## [PROBLEM DESCRIPTION]
Return each record shown beneath, word for word.

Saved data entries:

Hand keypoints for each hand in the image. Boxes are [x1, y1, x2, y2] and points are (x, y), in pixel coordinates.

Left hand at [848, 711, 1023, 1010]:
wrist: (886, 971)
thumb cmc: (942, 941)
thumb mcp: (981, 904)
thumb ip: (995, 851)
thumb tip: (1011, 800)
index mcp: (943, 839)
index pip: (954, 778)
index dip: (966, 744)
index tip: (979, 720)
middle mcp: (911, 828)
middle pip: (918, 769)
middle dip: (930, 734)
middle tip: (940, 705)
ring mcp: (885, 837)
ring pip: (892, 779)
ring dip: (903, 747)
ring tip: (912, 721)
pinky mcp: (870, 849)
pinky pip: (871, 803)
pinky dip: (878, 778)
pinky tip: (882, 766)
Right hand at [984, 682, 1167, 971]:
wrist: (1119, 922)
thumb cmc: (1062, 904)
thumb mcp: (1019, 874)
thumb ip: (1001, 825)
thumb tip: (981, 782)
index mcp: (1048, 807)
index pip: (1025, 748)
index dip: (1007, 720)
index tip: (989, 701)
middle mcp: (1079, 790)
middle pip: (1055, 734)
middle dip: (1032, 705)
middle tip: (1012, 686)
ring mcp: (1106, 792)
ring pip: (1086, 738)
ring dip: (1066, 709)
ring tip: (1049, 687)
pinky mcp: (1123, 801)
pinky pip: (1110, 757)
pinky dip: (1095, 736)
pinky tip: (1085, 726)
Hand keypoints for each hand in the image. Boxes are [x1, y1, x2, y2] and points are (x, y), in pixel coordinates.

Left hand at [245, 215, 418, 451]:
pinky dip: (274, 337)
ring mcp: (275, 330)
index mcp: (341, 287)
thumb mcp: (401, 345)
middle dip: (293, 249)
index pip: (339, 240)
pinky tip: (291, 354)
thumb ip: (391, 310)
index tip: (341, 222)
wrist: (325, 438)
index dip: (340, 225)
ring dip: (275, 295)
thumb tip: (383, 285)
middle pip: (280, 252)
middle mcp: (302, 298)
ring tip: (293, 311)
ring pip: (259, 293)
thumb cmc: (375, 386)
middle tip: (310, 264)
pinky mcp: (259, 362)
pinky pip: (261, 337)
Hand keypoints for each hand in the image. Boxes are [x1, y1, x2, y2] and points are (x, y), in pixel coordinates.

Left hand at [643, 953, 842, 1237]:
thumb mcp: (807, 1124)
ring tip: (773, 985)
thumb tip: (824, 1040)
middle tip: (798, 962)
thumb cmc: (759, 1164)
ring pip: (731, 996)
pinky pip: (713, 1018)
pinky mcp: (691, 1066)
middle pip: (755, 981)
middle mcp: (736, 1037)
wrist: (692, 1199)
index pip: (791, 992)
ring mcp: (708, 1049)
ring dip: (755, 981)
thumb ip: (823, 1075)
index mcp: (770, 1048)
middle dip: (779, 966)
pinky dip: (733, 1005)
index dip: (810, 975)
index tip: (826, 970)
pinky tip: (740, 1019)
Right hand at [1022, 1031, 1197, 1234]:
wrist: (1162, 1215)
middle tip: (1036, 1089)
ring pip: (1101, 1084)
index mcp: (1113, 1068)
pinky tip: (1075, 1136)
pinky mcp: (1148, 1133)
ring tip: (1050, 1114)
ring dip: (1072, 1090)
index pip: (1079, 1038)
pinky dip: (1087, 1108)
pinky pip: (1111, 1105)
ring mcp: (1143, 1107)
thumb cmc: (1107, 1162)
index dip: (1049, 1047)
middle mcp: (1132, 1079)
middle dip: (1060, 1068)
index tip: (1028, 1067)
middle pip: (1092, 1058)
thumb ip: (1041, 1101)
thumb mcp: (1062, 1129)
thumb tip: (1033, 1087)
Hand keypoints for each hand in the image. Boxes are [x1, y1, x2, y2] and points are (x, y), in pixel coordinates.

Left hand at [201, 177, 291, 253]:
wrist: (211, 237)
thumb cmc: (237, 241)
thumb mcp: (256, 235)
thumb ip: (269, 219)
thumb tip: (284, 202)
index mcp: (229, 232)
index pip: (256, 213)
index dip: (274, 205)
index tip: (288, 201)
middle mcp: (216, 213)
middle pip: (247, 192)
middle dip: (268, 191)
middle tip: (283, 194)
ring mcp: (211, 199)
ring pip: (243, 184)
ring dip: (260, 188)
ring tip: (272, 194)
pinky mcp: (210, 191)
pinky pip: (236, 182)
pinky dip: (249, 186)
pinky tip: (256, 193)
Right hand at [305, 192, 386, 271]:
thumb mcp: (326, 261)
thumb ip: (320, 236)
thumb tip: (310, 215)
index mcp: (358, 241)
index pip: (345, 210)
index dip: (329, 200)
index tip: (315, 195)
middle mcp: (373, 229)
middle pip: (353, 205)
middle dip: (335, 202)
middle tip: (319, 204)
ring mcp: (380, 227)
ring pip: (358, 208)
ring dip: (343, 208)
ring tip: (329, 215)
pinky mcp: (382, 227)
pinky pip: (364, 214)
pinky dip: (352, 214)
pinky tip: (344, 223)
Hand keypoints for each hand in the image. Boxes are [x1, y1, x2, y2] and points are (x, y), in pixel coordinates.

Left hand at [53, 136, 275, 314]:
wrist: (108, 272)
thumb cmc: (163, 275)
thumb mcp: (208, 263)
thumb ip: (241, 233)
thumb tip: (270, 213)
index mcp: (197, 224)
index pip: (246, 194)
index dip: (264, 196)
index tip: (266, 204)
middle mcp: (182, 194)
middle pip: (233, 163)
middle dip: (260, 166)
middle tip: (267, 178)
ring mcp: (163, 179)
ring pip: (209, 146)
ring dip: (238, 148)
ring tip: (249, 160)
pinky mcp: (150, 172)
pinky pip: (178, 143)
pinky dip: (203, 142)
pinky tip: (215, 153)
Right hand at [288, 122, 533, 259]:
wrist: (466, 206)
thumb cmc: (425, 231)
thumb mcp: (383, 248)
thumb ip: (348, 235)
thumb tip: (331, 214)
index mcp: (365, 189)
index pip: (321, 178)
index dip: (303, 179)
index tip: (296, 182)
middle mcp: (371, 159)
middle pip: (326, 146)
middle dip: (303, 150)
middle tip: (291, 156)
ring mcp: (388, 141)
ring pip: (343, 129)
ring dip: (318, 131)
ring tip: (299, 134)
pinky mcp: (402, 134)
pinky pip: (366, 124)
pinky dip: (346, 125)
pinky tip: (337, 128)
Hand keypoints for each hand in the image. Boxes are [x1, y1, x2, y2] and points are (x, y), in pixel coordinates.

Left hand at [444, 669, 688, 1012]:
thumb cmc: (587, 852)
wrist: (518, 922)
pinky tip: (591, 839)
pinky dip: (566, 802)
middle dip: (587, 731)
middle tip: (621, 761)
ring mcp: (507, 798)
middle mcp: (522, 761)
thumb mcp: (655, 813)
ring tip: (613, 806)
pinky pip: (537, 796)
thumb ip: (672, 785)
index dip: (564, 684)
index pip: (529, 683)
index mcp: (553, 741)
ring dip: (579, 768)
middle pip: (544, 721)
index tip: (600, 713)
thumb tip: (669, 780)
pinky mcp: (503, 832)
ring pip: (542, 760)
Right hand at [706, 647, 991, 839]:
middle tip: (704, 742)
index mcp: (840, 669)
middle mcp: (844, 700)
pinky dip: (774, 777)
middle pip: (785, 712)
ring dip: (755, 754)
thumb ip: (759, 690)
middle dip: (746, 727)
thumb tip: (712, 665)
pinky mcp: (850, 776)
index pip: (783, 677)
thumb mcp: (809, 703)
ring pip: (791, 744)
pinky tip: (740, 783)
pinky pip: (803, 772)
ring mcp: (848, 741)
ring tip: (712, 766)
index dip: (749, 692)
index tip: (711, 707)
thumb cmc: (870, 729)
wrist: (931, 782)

## [RESULT BELOW]
Hand keypoints for each hand in the image. Boxes are [x1, y1, x2, y2] and points are (x, y), in pixel coordinates.

Left hand at [848, 711, 1023, 1010]:
wrist: (886, 971)
thumb cmc: (942, 941)
thumb mcp: (981, 904)
thumb ip: (995, 851)
thumb tip: (1011, 800)
index mcp: (943, 839)
index pip: (954, 778)
index dip: (966, 744)
index tip: (979, 720)
middle mcp: (911, 828)
middle pip: (918, 769)
middle dip: (930, 734)
middle tip: (940, 705)
ring mcp: (885, 837)
ring pip: (892, 779)
ring dip: (903, 747)
ring tip: (912, 721)
pinky mcp: (870, 849)
pinky pip: (871, 803)
pinky dip: (878, 778)
pinky tip: (882, 766)
Right hand at [984, 682, 1167, 971]:
wrist: (1119, 922)
thumb cmc: (1062, 904)
thumb mcp: (1019, 874)
thumb ip: (1001, 825)
thumb tip: (981, 782)
index mcp: (1048, 807)
index pip: (1025, 748)
index dip: (1007, 720)
index tip: (989, 701)
middle mcp: (1079, 790)
middle pip: (1055, 734)
middle dip: (1032, 705)
middle tip: (1012, 686)
ring mcp: (1106, 792)
ring pip: (1086, 738)
ring dip: (1066, 709)
ring tip: (1049, 687)
pinky mcp: (1123, 801)
pinky pip: (1110, 757)
pinky dip: (1095, 736)
pinky tip: (1085, 726)
Hand keypoints for each hand in the image. Boxes are [x1, y1, x2, y2] and points are (x, y), in pixel coordinates.

Left hand at [245, 215, 418, 451]:
pinky dip: (274, 337)
ring mcp: (275, 330)
index mcp: (341, 287)
thumb mcp: (401, 345)
middle dip: (293, 249)
index pip: (339, 240)
pinky tip: (291, 354)
thumb ip: (391, 310)
index tip: (341, 222)
wrist: (325, 438)
index dip: (340, 225)
ring dip: (275, 295)
thumb tip: (383, 285)
middle pip: (280, 252)
middle mcp: (302, 298)
ring tip: (293, 311)
ring pip: (259, 293)
thumb cmc: (375, 386)
middle tip: (310, 264)
pinky mcp: (259, 362)
pinky pip: (261, 337)
Hand keypoints for each hand in the image. Boxes are [x1, y1, x2, y2] and points are (x, y), in pixel coordinates.

Left hand at [643, 953, 842, 1237]:
thumb mcp: (807, 1124)
ring tip: (773, 985)
thumb tip: (824, 1040)
middle tip: (798, 962)
thumb cmc: (759, 1164)
ring pip: (731, 996)
pinky pip: (713, 1018)
pinky mcp: (691, 1066)
middle pip: (755, 981)
middle mcp: (736, 1037)
wrist: (692, 1199)
index pip: (791, 992)
ring mcp: (708, 1049)
ring dip: (755, 981)
thumb ip: (823, 1075)
index mcp: (770, 1048)
middle dip: (779, 966)
pinky dip: (733, 1005)
index dip: (810, 975)
index tip: (826, 970)
pinky tip: (740, 1019)
Right hand at [1022, 1031, 1197, 1234]:
wrist: (1162, 1215)
middle tip: (1036, 1089)
ring pip: (1101, 1084)
index mcp: (1113, 1068)
pinky tip: (1075, 1136)
pinky mcp: (1148, 1133)
ring tip: (1050, 1114)
ring dip: (1072, 1090)
index pip: (1079, 1038)
pinky dip: (1087, 1108)
pinky pip: (1111, 1105)
ring mcp: (1143, 1107)
thumb cmc: (1107, 1162)
index dip: (1049, 1047)
middle mcp: (1132, 1079)
middle dip: (1060, 1068)
index tip: (1028, 1067)
middle pip: (1092, 1058)
thumb ip: (1041, 1101)
thumb mcp: (1062, 1129)
thumb tip: (1033, 1087)
Hand keypoints for each hand in the image. Boxes are [x1, y1, x2, y2] and points are (x, y), in pixel coordinates.

Left hand at [201, 177, 291, 253]:
wrist: (211, 237)
thumb cmc: (237, 241)
thumb mcp: (256, 235)
thumb ip: (269, 219)
thumb tip: (284, 202)
index mcp: (229, 232)
index pip: (256, 213)
index dip: (274, 205)
index tip: (288, 201)
middle mcp: (216, 213)
middle pip: (247, 192)
middle dip: (268, 191)
middle tip: (283, 194)
ring mcp: (211, 199)
ring pip: (243, 184)
ring dip: (260, 188)
ring tip: (272, 194)
pinky mcp: (210, 191)
pinky pip: (236, 182)
pinky dip: (249, 186)
pinky tip: (256, 193)
Right hand at [305, 192, 386, 271]:
thumb mcp: (326, 261)
thumb ip: (320, 236)
thumb tip: (310, 215)
index mcp: (358, 241)
index pip: (345, 210)
index dip: (329, 200)
index tip: (315, 195)
middle mcp: (373, 229)
middle pip: (353, 205)
middle dip: (335, 202)
middle tip: (319, 204)
ring mcp: (380, 227)
ring pip: (358, 208)
ring dip: (343, 208)
ring tip: (329, 215)
pinky mcp: (382, 227)
pinky pip: (364, 214)
pinky dip: (352, 214)
pinky tip: (344, 223)
Hand keypoints for each hand in the image. Boxes are [x1, y1, x2, y2] and points are (x, y), in pixel coordinates.

Left hand at [53, 136, 275, 314]:
wrist: (108, 272)
thumb cmc: (163, 275)
thumb mcp: (208, 263)
thumb ip: (241, 233)
thumb tip: (270, 213)
index mcp: (197, 224)
index pip: (246, 194)
index dip: (264, 196)
index tip: (266, 204)
middle mcp: (182, 194)
middle pip: (233, 163)
middle dip: (260, 166)
middle tip: (267, 178)
ring mcp: (163, 179)
ring pip: (209, 146)
ring dip: (238, 148)
ring tip: (249, 160)
pinky mcp: (150, 172)
pinky pip: (178, 143)
pinky dip: (203, 142)
pinky tip: (215, 153)
Right hand at [288, 122, 533, 259]:
wrist: (466, 206)
thumb cmc: (425, 231)
thumb mcp: (383, 248)
thumb ip: (348, 235)
thumb tip: (331, 214)
index mcp: (365, 189)
index pip: (321, 178)
index dip: (303, 179)
index tip: (296, 182)
middle mcp: (371, 159)
middle pip: (326, 146)
middle dip: (303, 150)
middle tip: (291, 156)
ring mcp: (388, 141)
ring pip: (343, 129)
ring dip: (318, 131)
ring tip: (299, 134)
pinky mcp: (402, 134)
pinky pip: (366, 124)
pinky dip: (346, 125)
pinky tip: (337, 128)
Hand keypoints for each hand in the image. Boxes are [x1, y1, x2, y2] and points are (x, y), in pixel coordinates.

Left hand at [444, 669, 688, 1012]:
thumb cmc: (587, 852)
wrist: (518, 922)
pinky tip: (591, 839)
pinky dip: (566, 802)
middle dip: (587, 731)
middle tip: (621, 761)
ring mcp: (507, 798)
middle mcp: (522, 761)
thumb mcp: (655, 813)
ring tip: (613, 806)
pinky pip: (537, 796)
thumb ip: (672, 785)
index dip: (564, 684)
index pip: (529, 683)
index mcp: (553, 741)
ring dip: (579, 768)
middle pip: (544, 721)
index tip: (600, 713)
thumb tip: (669, 780)
pinky mcp: (503, 832)
ring pip: (542, 760)
Right hand at [706, 647, 991, 839]:
middle tip: (704, 742)
index mcp: (840, 669)
middle mcp: (844, 700)
pinky dip: (774, 777)
middle pip: (785, 712)
ring dip: (755, 754)
thumb ip: (759, 690)
middle dip: (746, 727)
thumb tip: (712, 665)
pinky mcp: (850, 776)
index pip: (783, 677)
thumb mcp: (809, 703)
ring pip: (791, 744)
pinky tip: (740, 783)
pinky pip: (803, 772)
ring mcp: (848, 741)
ring tip: (712, 766)
index dip: (749, 692)
index tip: (711, 707)
thumb cmc: (870, 729)
wrist: (931, 782)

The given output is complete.